Todos deberíamos tener clarísimo que la Santísima Virgen no se levanta pensando en qué mensaje de whatsapp va a mandar al mundo cada mañana. Hasta donde se sabe, nuestra madre del cielo no usa redes sociales (y sin embargo es la influencer de Dios). Ya suficiente nos dice Dios con todos estos acontecimientos como para ahora convertirnos en “Indiana Jones” de mensajes más propios del gnosticismo que de la fe católica auténtica.
No es que María o Jesús no puedan soberana y libremente comunicarse con nosotros como a ellos les plazca. Pero hay una diferencia entre ese “lo que a ellos les plazca” y lo que les place a tantas personas que se sienten ya no solo dueños sino incluso creadores de los mensajes y únicos portavoces e intérpretes de los mismos.
Llegamos a un momento de la pandemia en que ésta ya no sólo tiene consecuencias de salud física sino también mental y espiritual.
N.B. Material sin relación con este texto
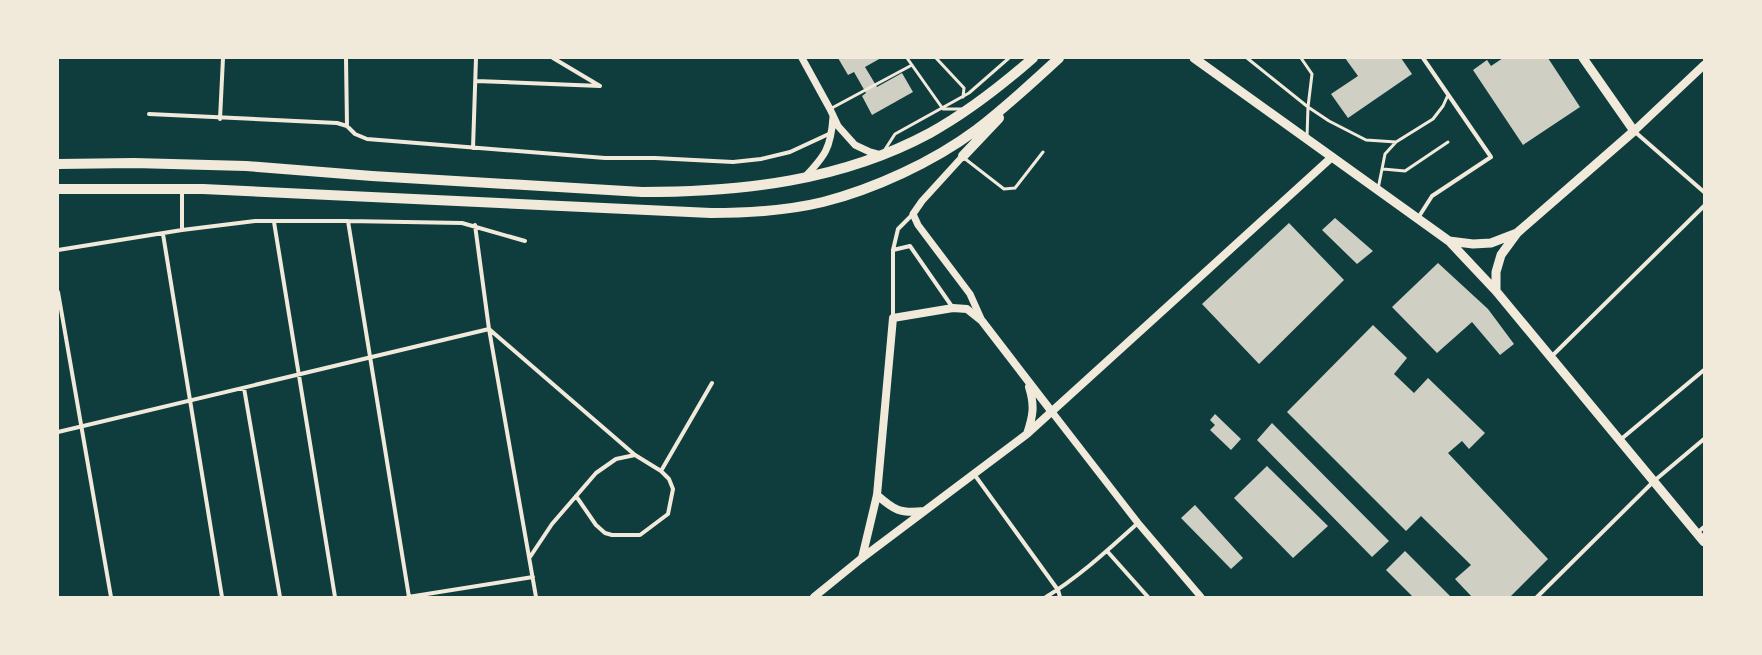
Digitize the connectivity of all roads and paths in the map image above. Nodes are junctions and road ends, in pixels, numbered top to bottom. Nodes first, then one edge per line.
1 (224, 58) edge
2 (346, 58) edge
3 (476, 58) edge
4 (553, 58) edge
5 (907, 58) edge
6 (936, 58) edge
7 (1009, 58) edge
8 (1033, 58) edge
9 (1059, 58) edge
10 (1194, 58) edge
11 (1247, 58) edge
12 (1301, 58) edge
13 (1423, 58) edge
14 (1584, 58) edge
15 (805, 59) edge
16 (1704, 65) edge
17 (912, 66) junction
18 (476, 82) junction
19 (1031, 83) junction
20 (1448, 95) junction
21 (963, 97) junction
22 (1308, 107) junction
23 (942, 109) junction
24 (968, 110) junction
25 (832, 112) junction
26 (150, 114) dead end
27 (220, 119) junction
28 (347, 126) junction
29 (1634, 130) junction
30 (832, 133) junction
31 (1307, 139) junction
32 (1396, 142) junction
33 (1448, 142) dead end
34 (473, 148) junction
35 (1043, 152) dead end
36 (881, 155) junction
37 (963, 156) junction
38 (1332, 157) junction
39 (58, 164) edge
40 (1383, 169) junction
41 (803, 179) junction
42 (58, 189) edge
43 (182, 189) junction
44 (1378, 190) junction
45 (1704, 192) edge
46 (1704, 206) edge
47 (913, 214) junction
48 (1418, 219) junction
49 (348, 221) junction
50 (274, 222) junction
51 (475, 225) junction
52 (182, 230) junction
53 (1517, 233) junction
54 (163, 234) junction
55 (1449, 241) junction
56 (525, 242) dead end
57 (58, 250) edge
58 (893, 250) junction
59 (1496, 291) junction
60 (58, 292) edge
61 (953, 308) junction
62 (893, 318) junction
63 (982, 321) junction
64 (489, 329) junction
65 (1551, 356) junction
66 (370, 357) junction
67 (1704, 370) edge
68 (299, 374) junction
69 (1028, 382) junction
70 (712, 383) dead end
71 (244, 388) junction
72 (190, 400) junction
73 (1052, 412) junction
74 (82, 427) junction
75 (58, 432) edge
76 (1027, 434) junction
77 (1704, 439) edge
78 (1620, 440) junction
79 (635, 455) junction
80 (661, 471) junction
81 (974, 474) junction
82 (1654, 481) junction
83 (877, 495) junction
84 (576, 496) junction
85 (925, 511) junction
86 (1138, 523) junction
87 (1701, 530) edge
88 (1704, 542) edge
89 (1107, 551) junction
90 (529, 558) junction
91 (862, 558) junction
92 (533, 577) junction
93 (1058, 590) junction
94 (111, 597) edge
95 (222, 597) edge
96 (280, 597) edge
97 (335, 597) edge
98 (409, 597) edge
99 (536, 597) edge
100 (814, 597) edge
101 (1046, 597) edge
102 (1060, 597) edge
103 (1148, 597) edge
104 (1201, 597) edge
105 (1537, 597) edge

1 - 27 street
2 - 28 street
3 - 18 street
4 - 18 street
5 - 17 lane
6 - 21 lane
7 - 21 lane
8 - 24 highway
9 - 19 highway
10 - 31 main road
11 - 22 lane
12 - 22 lane
13 - 20 street
14 - 29 main road
15 - 25 street
16 - 29 main road
17 - 23 lane
17 - 25 lane
18 - 34 street
19 - 37 highway
19 - 43 highway
20 - 32 lane
20 - 48 street
21 - 23 lane
22 - 31 lane
22 - 32 lane
23 - 24 lane
23 - 36 lane
24 - 36 highway
25 - 30 street
25 - 36 street
26 - 27 street
27 - 28 street
28 - 34 street
29 - 45 street
29 - 53 main road
30 - 34 street
30 - 41 street
31 - 38 main road
32 - 40 lane
33 - 40 lane
35 - 37 lane
36 - 41 highway
37 - 47 street
38 - 44 main road
38 - 73 main road
39 - 41 highway
40 - 44 lane
42 - 43 highway
43 - 52 street
44 - 48 main road
46 - 65 street
47 - 58 street
47 - 63 street
48 - 55 main road
49 - 50 street
49 - 51 street
49 - 66 street
50 - 52 street
50 - 68 street
51 - 56 street
51 - 64 street
52 - 54 street
53 - 55 main road
53 - 59 main road
54 - 57 street
54 - 72 street
55 - 59 main road
58 - 61 street
58 - 62 street
59 - 65 main road
60 - 74 street
61 - 62 main road
61 - 63 main road
62 - 83 main road
63 - 69 main road
64 - 66 street
64 - 79 street
64 - 90 street
65 - 78 main road
66 - 68 street
66 - 98 street
67 - 78 street
68 - 71 street
68 - 97 street
69 - 73 main road
69 - 76 main road
70 - 80 street
71 - 72 street
71 - 96 street
72 - 74 street
72 - 95 street
73 - 76 main road
73 - 86 street
74 - 75 street
74 - 94 street
76 - 81 main road
77 - 82 street
78 - 82 main road
79 - 80 street
79 - 84 street
80 - 84 street
81 - 85 main road
81 - 93 street
82 - 87 main road
82 - 105 street
83 - 85 main road
83 - 91 main road
84 - 90 street
85 - 91 main road
86 - 89 street
86 - 104 street
87 - 88 main road
89 - 93 street
89 - 103 street
90 - 92 street
91 - 100 main road
92 - 98 street
92 - 99 street
93 - 101 street
93 - 102 street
El virus ya no solo tiene forma de corona sino también de fakes news y cadenas pseudo religiosas.
Y así como hay medidas sencillas para erradicar el coronavirus (lavarse las manos, guardar distancia, cuarentena, por mencionar algunas) también las hay para erradicar el coronavirus del alma y de la cabeza: limpie o ya no vea en su whatsapp videos y mensajes que traen la última noticia “de opinión” sobre el coronavirus; guarde distancia de cadenas, profecías y todo aquel mensaje que le robe la paz; y haga cuarentena de reenviar cosas que no le constan o cuya fuente no conoce. Jesús dice: “que tu sí, sea sí; y que tu no, sea no. Lo demás procede del demonio”.
Hoy muchos mensajes que circulan por las redes sociales son tan verdaderos como el que los quiera creer. Consulte fuentes fiables, siga a personas que conozca y que tengan cierta reputación y estudios sobre el tema que hablan. ¿Verdad que no le confiaría una operación a corazón abierto a un pasante de ingeniero agrónomo? Un ingeniero agrónomo tiene su campo de competencia en un ámbito muy distinto al de la cardiología. ¿Por qué creer entonces a un mensaje sin firma, sin fuente y que llegó a tu cuenta de whatsapp de alguien que sólo dio un “reenvío” inconsciente?
Hay hábitos que nos pueden servir de vacunas. Para este y todos los demás virus que puedan venir en el futuro ser más críticos con lo que recibimos y leemos e ir a lo esencial de la fe pueden ser dos costumbres que nos ahorren malos momentos a corto, mediano y largo plazo.